Helmut Markworts Tagebuch
Der Bundestag braucht weniger Abgeordnete, aber mehr, die persönlich gewählt sind
Im Regelfall sitzen im Bundestag 598 Abgeordnete. Jetzt sind es 736. Viele davon verdanken ihr Mandat dem peinlichen Versagen des Bundestages. Jetzt ist es an der Zeit, dass sie die Kraft aufbringen, sich selbst als Volksvertreter wieder abzuschaffen.
Abgeordnete müssen sich selbst wieder abschaffen
So eng wie im Bundestag sitzen sonst nirgendwo Menschen nebeneinander. Die Abgeordneten sind stolz, dass sie drin sind, aber sie müssen auch unter schlechtem Gewissen leiden. Viele der 736 Parlamentarier verdanken ihr Mandat dem peinlichen Versagen des Bundestages, der sich auf keine wirksame Reform des Wahlrechts einigen konnte.

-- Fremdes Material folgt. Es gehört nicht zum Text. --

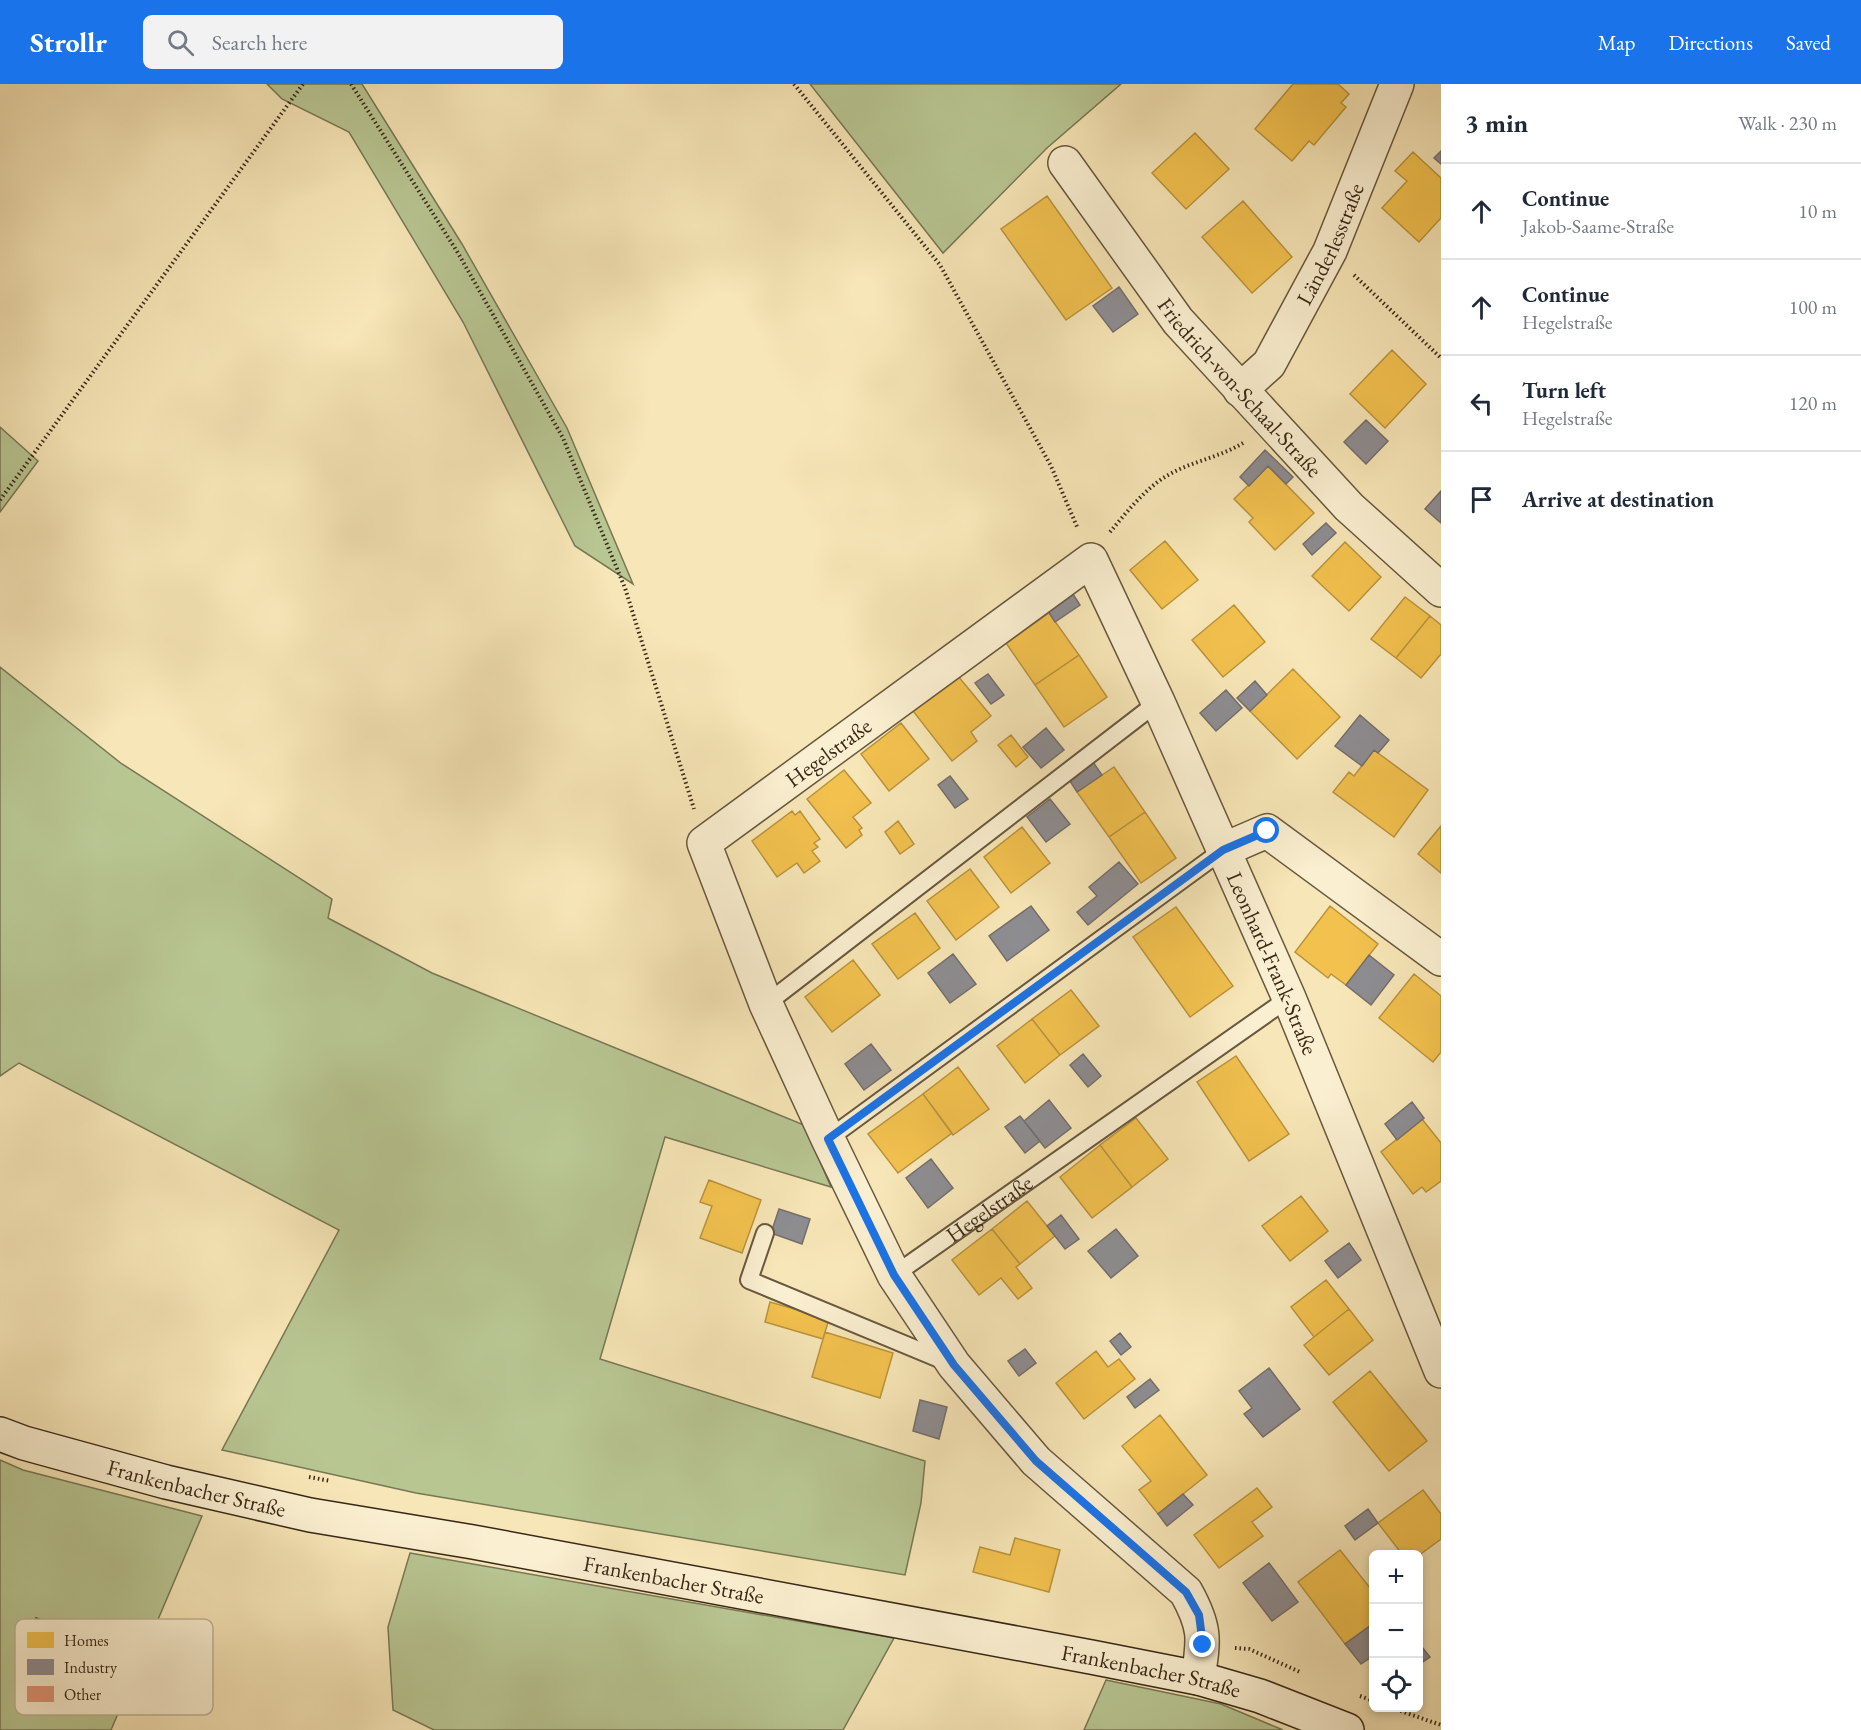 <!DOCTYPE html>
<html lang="en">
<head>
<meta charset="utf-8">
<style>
  :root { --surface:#fff; --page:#f2f2f3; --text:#1f2937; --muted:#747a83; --line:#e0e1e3; --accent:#1a73e8 }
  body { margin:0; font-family:"EB Garamond",serif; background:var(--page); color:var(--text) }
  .controls { position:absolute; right:18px; bottom:18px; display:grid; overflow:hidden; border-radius:9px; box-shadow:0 3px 9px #0003 }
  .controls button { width:54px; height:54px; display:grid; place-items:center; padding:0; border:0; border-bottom:2px solid var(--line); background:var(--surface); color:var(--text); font:30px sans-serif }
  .stop { position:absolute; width:18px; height:18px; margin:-14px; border:4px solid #1a73e8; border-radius:50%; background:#fff }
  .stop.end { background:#1a73e8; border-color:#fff; box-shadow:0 2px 6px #0008 }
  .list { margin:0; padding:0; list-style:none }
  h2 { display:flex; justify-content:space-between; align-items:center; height:78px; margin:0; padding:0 24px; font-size:26px }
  h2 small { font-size:20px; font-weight:400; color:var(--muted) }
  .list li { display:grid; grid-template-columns:39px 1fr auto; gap:18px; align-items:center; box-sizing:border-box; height:96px; padding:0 24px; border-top:2px solid var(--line) }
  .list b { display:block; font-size:22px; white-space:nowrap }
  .list p { margin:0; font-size:20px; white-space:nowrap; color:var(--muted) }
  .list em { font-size:20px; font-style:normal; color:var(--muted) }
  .icon { flex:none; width:33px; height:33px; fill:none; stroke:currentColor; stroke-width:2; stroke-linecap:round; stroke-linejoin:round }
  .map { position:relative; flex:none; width:1441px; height:1646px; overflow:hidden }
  header { display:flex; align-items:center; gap:36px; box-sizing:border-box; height:84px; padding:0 30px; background:var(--accent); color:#fff }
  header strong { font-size:28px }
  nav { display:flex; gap:33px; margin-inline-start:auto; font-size:21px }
  .search { width:420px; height:54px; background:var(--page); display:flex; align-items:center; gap:15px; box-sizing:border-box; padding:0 21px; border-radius:9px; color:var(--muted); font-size:22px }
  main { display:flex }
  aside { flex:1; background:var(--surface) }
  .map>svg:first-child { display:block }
  .green { fill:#b8c692; stroke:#787754; stroke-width:1.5 }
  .homes { fill:#f2c14e; stroke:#ba933d; stroke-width:1.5 }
  .industry { fill:#8d8d92; stroke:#746f6d; stroke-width:1.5 }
  .building { fill:#df9676; stroke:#392816; stroke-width:1.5 }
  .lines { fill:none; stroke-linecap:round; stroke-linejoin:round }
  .lane-casing { stroke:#68583e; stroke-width:20 }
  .street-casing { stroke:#68583e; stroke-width:36 }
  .secondary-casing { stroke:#392816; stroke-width:36 }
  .path { stroke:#392816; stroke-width:4; stroke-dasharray:1.5 3; stroke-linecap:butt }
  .lane { stroke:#faefd0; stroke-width:16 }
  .street { stroke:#faefd0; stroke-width:33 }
  .secondary { stroke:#faefd0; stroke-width:33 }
  .route { stroke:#1a73e8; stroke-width:8 }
  .labels { text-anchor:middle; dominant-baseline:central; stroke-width:6; stroke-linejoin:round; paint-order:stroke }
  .street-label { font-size:22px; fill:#392816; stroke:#faefd0 }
  .key { fill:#faefd0; stroke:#c0b398; stroke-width:1.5 }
  .key-label { font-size:16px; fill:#392816 }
</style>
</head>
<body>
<header>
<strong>Strollr</strong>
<div class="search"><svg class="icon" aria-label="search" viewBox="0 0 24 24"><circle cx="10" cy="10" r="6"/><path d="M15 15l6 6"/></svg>Search here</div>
<nav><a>Map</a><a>Directions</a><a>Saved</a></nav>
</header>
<main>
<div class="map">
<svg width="1441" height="1646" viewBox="0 0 1441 1646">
  <rect width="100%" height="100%" fill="#f7e6b7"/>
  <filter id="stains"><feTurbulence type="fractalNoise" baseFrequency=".00333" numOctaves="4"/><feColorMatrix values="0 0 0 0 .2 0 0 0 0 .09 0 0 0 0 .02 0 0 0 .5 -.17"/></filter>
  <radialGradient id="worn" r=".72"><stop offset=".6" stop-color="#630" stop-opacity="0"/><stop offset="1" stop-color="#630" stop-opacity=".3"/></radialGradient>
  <path class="green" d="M267,0H362L462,160L567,344L633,500L575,462L463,238L349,48L282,15Z
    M810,0H1121L1047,64L943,169Z
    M0,343L38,377L0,428Z
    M0,583L122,680L332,815L328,834L432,889L804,1041L831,1103L665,1053L600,1275L925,1377L921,1419L905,1491L416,1409L222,1366L339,1146L19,979L0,992Z
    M0,1376L23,1386L202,1432L111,1646H0Z
    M410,1469L894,1554L843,1646H434L393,1626L388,1543Z
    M1106,1596L1221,1620L1283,1646H1084Z"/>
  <path class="homes" d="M1293,0H1338L1349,10L1341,19L1346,23L1314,61L1309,57L1292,77L1255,45Z
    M1195,49L1229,85L1186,125L1152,89Z
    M1413,68L1441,94V134L1419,158L1382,124L1407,97L1395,87Z
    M1047,112L1112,204L1066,236L1001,145Z
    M1243,117L1292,173L1252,209L1202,153Z
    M1392,266L1426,300L1385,344L1350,310Z
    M1268,382L1314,429L1275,466L1249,438L1253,434L1234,415Z
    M1165,457L1198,496L1162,525L1130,486Z
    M1345,458L1381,493L1349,527L1312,492Z
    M1405,513L1430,532L1396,574L1371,555Z
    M1234,521L1265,558L1223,593L1192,556Z
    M1049,529L1079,571L1035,601L1006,559Z
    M1430,532L1441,541V570L1421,594L1396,574Z
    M1079,571L1107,613L1064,643L1035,601Z
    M1293,585L1340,633L1297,675L1250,627Z
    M958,592L991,632L971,648L977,657L952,677L913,627Z
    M901,639L929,675L889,707L861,670Z
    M1011,651L1028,673L1016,683L998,661Z
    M1374,666L1428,706L1394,753L1333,708L1349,688L1354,692Z
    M1114,683L1145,728L1109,753L1077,708Z
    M844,686L871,719L853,733L862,744L859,746L862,751L846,764L807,715Z
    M792,727L795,731L800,727L820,755L814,759L818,763L812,767L820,777L804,789L797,779L777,793L752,757Z
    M1145,728L1176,774L1141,799L1109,753Z
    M898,737L914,760L900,770L885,748Z
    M1441,742V789L1418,770Z
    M1022,743L1050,779L1011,809L984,773Z
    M970,785L999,823L956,856L927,817Z
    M1330,822L1378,860L1346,901L1331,890L1328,894L1295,868Z
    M1176,823L1233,902L1190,933L1133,853Z
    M915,829L940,864L898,895L872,860Z
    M853,876L880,911L832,948L805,913Z
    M1414,890L1441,912V968L1433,978L1379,934Z
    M1071,906L1099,942L1060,971L1032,935Z
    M1032,935L1060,971L1025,999L997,962Z
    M1236,972L1289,1050L1249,1077L1197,998Z
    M958,983L989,1025L953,1051L923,1010Z
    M923,1010L952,1049L898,1089L868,1050Z
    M1136,1034L1168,1075L1132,1103L1100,1061Z
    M1422,1035L1441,1059V1097L1426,1108L1422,1103L1413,1110L1381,1068Z
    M1100,1061L1132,1103L1092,1134L1060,1093Z
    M709,1096L761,1116L742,1169L700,1154L712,1122L700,1118Z
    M1301,1112L1328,1147L1290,1177L1262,1142Z
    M1027,1117L1055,1152L1020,1180L992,1145Z
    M992,1145L1020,1180L1016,1183L1032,1204L1018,1215L1001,1194L979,1211L952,1176Z
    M1326,1196L1349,1225L1314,1253L1291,1223Z
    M770,1218L829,1235L823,1255L765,1238Z
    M1349,1225L1373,1256L1329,1291L1304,1261Z
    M825,1248L893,1269L880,1314L812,1293Z
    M1096,1267L1108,1283L1119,1275L1135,1295L1084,1335L1056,1299Z
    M1370,1287L1427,1357L1389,1387L1333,1318Z
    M1160,1331L1207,1391L1158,1430L1139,1406L1151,1397L1122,1362Z
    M1257,1404L1272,1423L1252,1438L1263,1452L1219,1484L1194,1451Z
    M1423,1406L1441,1430V1455L1418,1472L1402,1470L1378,1439Z
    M1015,1454L1060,1466L1049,1508L973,1488L980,1463L1010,1471Z
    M1340,1466L1374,1509V1539L1345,1560L1298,1498Z"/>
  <path class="industry" d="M1441,67V80L1434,74Z
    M1119,203L1138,230L1113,248L1093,222Z
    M1366,336L1388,357L1366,380L1344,358Z
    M1265,366L1293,393L1286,400L1268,382L1249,402L1240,393Z
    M1441,407V439L1425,425Z
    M1326,439L1336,449L1312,471L1303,460Z
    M1071,507L1080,521L1055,538L1046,524Z
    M988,590L1004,611L991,620L975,599Z
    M1255,597L1267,611L1250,627L1237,614Z
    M1226,606L1242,624L1216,647L1200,629Z
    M1360,631L1389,656L1378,669L1374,666L1362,682L1335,662Z
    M1046,644L1064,666L1041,684L1023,663Z
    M1093,678L1102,691L1077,708L1068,694Z
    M950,692L968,715L955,724L938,701Z
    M1050,715L1070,740L1046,758L1027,733Z
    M1119,778L1138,800L1088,841L1077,828L1097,812L1089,803Z
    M1031,822L1049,846L1007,877L989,852Z
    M953,870L976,900L950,919L928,889Z
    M1369,871L1394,891L1371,921L1346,901Z
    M871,960L891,986L864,1006L845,980Z
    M1083,970L1101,992L1088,1003L1070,981Z
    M1049,1016L1071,1044L1045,1064L1024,1037Z
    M1412,1018L1424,1034L1397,1056L1385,1040Z
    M1020,1032L1040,1057L1025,1069L1005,1043Z
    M931,1075L953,1104L928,1124L906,1094Z
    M779,1125L810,1135L802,1160L771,1149Z
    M1061,1131L1079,1155L1065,1165L1047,1142Z
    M1116,1145L1138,1172L1111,1194L1088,1167Z
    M1349,1159L1361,1176L1338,1194L1325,1177Z
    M1120,1249L1131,1263L1121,1271L1110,1257Z
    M1025,1265L1036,1279L1019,1292L1008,1277Z
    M1269,1284L1300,1325L1263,1353L1244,1330L1252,1324L1239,1307Z
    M1150,1295L1159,1306L1135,1324L1127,1313Z
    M920,1316L947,1323L939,1355L913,1347Z
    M1183,1410L1193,1421L1167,1442L1158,1430Z
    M1368,1425L1378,1439L1355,1456L1345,1442Z
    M1269,1479L1298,1518L1272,1537L1243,1499Z
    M1374,1539V1571L1361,1580L1345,1560Z
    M1418,1558L1430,1573L1418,1581Z"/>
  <path class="building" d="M36,1534L48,1538L41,1556L29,1552Z"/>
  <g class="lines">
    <defs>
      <g id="lane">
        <path d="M766,920L1158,618"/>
        <path d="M828,1055L1223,766"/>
        <path d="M765,1149L749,1196L947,1278"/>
        <path id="s1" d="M894,1191L1289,914"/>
      </g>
      <g id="street">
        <path id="s2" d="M1065,79L1178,237L1349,423L1441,506"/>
        <path id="s3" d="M1240,306L1269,280L1330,167L1397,0"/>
        <path d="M1223,766L1267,747L1441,875"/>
        <path id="s4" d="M1198,1594C1204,1555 1206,1544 1186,1508L1036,1377L954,1281L894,1191L828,1055L766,920L704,759L1091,476L1158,618L1289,914L1441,1287"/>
      </g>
      <g id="secondary">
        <path id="s5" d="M0,1350L24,1359L166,1398L310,1431L473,1458L1091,1573L1198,1594L1260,1612L1347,1646"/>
      </g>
    </defs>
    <use href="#lane" class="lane-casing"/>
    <use href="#street" class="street-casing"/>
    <use href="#secondary" class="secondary-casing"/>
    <path class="path" d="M351,0L458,169L563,354L625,504L694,725
      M794,0L940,181L1051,382L1078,445
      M1354,191L1441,274
      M0,416L303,0
      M1110,448C1127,428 1146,403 1170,390C1193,377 1220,373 1243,359
      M309,1393L331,1397
      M1235,1564L1249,1565L1300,1588
      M1360,1612L1374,1617
      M1392,1624L1441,1641"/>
    <use href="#lane" class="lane"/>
    <use href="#street" class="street"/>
    <use href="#secondary" class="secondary"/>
  </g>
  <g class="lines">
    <path class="route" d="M1203,1561L1199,1531L1186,1508L1036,1377L954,1281L894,1191L828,1055L1223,766L1267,747"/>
  </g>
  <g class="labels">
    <g class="street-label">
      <text stroke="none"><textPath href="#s3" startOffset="174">Länderlesstraße</textPath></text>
      <text stroke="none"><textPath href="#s2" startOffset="285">Friedrich-von-Schaal-Straße</textPath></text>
      <text stroke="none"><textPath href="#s4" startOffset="1149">Hegelstraße</textPath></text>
      <text stroke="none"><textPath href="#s4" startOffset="1917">Leonhard-Frank-Straße</textPath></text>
      <text stroke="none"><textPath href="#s1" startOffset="116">Hegelstraße</textPath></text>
      <text stroke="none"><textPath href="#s5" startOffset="204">Frankenbacher Straße</textPath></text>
      <text stroke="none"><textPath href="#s5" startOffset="690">Frankenbacher Straße</textPath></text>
      <text stroke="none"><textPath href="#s5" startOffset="1176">Frankenbacher Straße</textPath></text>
    </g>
  </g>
  <rect x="15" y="1535" width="198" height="96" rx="9" class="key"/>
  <rect x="27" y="1548" width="27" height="16" fill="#f2c14e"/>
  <rect x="27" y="1575" width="27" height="16" fill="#8d8d92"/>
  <rect x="27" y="1602" width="27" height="16" fill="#df9676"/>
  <g class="key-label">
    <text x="64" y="1562">Homes</text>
    <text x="64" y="1589">Industry</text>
    <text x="64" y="1616">Other</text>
  </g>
  <rect width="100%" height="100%" filter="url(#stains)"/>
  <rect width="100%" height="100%" fill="url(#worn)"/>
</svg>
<div class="controls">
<button>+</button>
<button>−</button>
<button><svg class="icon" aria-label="locate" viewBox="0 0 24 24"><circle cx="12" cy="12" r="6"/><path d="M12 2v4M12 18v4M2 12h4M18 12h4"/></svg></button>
</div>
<div class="stop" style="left:1267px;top:747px"></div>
<div class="stop end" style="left:1203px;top:1561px"></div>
</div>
<aside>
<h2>3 min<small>Walk · 230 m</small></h2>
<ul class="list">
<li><svg class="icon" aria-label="ahead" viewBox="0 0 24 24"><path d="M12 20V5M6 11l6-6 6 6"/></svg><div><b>Continue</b><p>Jakob-Saame-Straße</p></div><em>10 m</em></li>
<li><svg class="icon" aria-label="ahead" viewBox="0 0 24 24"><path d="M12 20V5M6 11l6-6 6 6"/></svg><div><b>Continue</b><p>Hegelstraße</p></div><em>100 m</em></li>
<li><svg class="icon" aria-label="left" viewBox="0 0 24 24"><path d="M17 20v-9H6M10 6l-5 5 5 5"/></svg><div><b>Turn left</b><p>Hegelstraße</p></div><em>120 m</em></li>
<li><svg class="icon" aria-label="arrive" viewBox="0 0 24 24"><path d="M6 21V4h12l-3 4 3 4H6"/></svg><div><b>Arrive at destination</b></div></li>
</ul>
</aside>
</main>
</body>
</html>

Sie fallen dem Steuerzahler zur Last und müssen in überfüllten Ausschüssen unpraktikabel arbeiten. Zu ihren dringenden Aufgaben gehört es, vor der nächsten Wahl die Zahl der Sitze zu verringern. Sie müssen die Kraft aufbringen, sich selbst als Volksvertreter wieder abzuschaffen.
Die Schieflage ist offenkundig. Im Regelfall sitzen im Bundestag 598 Abgeordnete: 299, die in ihren Wahlkreisen direkt gewählt worden sind, und 299, die über die Parteilisten einziehen. Das aktuelle Missverhältnis begünstigt die Listenkandidaten. Durch Überhang- und Ausgleichsmandate schwillt ihre Zahl auf 437 an. Die Listenabgeordneten haben also ein Übergewicht von 138 Sitzen. Überhang und Ausgleich werden nach den bisherigen Regeln notwendig, weil die Vielzahl der Parteien und Kandidaten zu knappen Ergebnissen führt.
Schon mit 20 Prozent der Stimmen kann ein Politiker seinen Wahlkreis gewinnen. Ein CDU-Mann in Dresden hat sogar mit 18,6 Prozent gewonnen. Ein solcher Sieg kann 16 Ausgleichsmandate auf den Listen der anderen Parteien nach sich ziehen
Wenn die Reform das Recht der Wähler auf Persönlichkeitswahl stützen soll, könnten zwei Änderungen in Erwägung gezogen werden. Falls ein Kandidat seinen Wahlkreis nicht mit absoluter Mehrheit gewinnt, könnte auch der Zweitplatzierte seine Heimat im Bundestag vertreten. Das bedeutet mehr Direktwahl und weniger Überhang.
Mein zweiter Verbesserungsvorschlag zugunsten der Wähler zielt auf die Listen, die von den Parteien bestimmt werden. Viele Wähler mögen aber keine Listen wählen, sondern Personen. Ihnen sollte das Gesetz erlauben, mit ihrer Zweitstimme einen Kandidaten oder eine Kandidatin aus der Liste zu bevorzugen. Die Parteien schlagen die Reihenfolge vor, aber die Wähler können sie ändern.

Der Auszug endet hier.